START Data records

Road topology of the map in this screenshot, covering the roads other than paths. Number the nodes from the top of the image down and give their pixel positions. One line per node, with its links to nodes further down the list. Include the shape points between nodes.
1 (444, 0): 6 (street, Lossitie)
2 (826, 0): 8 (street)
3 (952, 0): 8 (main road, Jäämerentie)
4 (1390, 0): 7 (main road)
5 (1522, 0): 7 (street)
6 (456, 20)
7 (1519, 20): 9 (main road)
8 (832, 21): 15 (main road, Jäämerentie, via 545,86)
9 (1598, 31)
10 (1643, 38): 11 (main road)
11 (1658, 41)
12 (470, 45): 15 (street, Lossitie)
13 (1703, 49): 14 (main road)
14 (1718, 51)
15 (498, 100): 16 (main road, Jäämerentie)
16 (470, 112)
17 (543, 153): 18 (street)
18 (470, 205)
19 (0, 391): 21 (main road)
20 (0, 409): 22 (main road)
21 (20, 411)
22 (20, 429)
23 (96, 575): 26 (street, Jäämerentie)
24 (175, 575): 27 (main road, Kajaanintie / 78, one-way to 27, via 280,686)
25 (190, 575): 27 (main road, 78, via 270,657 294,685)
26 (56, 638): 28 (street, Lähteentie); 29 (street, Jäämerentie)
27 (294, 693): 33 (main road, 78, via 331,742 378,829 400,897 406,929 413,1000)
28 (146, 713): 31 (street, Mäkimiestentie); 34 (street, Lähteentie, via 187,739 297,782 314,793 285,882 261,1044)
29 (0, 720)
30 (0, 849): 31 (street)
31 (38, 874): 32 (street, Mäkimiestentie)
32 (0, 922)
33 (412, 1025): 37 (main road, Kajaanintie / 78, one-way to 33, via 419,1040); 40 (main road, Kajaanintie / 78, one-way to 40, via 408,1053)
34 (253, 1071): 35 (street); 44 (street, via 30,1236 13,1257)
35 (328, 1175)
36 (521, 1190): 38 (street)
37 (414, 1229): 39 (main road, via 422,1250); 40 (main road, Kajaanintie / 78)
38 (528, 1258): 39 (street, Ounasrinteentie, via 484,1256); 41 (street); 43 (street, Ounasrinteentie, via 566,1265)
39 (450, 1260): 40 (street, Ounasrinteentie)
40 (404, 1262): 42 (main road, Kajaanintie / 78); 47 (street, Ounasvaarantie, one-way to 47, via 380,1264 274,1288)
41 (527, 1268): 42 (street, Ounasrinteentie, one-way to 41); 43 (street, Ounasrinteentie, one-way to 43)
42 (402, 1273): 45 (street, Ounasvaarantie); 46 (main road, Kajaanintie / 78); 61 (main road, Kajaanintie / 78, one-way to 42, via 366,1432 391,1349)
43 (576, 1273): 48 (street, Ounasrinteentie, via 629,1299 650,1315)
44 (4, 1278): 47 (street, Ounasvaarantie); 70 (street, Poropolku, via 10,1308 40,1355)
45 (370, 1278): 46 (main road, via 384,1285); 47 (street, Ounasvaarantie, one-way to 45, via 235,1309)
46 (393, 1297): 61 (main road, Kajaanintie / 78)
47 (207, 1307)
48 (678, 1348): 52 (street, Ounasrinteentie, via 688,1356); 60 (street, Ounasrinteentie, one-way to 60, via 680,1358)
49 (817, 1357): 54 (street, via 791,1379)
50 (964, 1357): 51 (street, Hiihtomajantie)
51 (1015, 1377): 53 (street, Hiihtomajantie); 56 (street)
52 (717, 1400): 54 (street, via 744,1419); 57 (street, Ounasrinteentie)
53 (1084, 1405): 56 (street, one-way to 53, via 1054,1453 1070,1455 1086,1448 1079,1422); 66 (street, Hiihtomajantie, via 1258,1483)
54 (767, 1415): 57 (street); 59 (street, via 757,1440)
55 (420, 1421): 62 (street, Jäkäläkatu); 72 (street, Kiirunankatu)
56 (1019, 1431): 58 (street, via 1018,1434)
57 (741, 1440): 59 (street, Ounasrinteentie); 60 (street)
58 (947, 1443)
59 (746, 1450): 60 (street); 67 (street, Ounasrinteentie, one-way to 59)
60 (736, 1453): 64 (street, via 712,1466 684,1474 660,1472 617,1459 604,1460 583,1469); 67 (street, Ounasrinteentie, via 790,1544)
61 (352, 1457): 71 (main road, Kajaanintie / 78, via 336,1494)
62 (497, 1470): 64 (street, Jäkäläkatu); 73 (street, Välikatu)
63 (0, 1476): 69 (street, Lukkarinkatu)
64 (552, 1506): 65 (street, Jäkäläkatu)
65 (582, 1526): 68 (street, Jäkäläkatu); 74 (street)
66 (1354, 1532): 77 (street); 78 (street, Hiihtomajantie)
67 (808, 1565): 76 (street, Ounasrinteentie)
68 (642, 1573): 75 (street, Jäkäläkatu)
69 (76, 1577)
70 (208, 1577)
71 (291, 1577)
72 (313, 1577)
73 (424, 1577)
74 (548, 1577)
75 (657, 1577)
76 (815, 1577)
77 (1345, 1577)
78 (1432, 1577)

END Data records

Work task: Which lines of the data contain the string "Hiihtomajantie"? Copy each of them.

Worked solution:
50 (964, 1357): 51 (street, Hiihtomajantie)
51 (1015, 1377): 53 (street, Hiihtomajantie); 56 (street)
53 (1084, 1405): 56 (street, one-way to 53, via 1054,1453 1070,1455 1086,1448 1079,1422); 66 (street, Hiihtomajantie, via 1258,1483)
66 (1354, 1532): 77 (street); 78 (street, Hiihtomajantie)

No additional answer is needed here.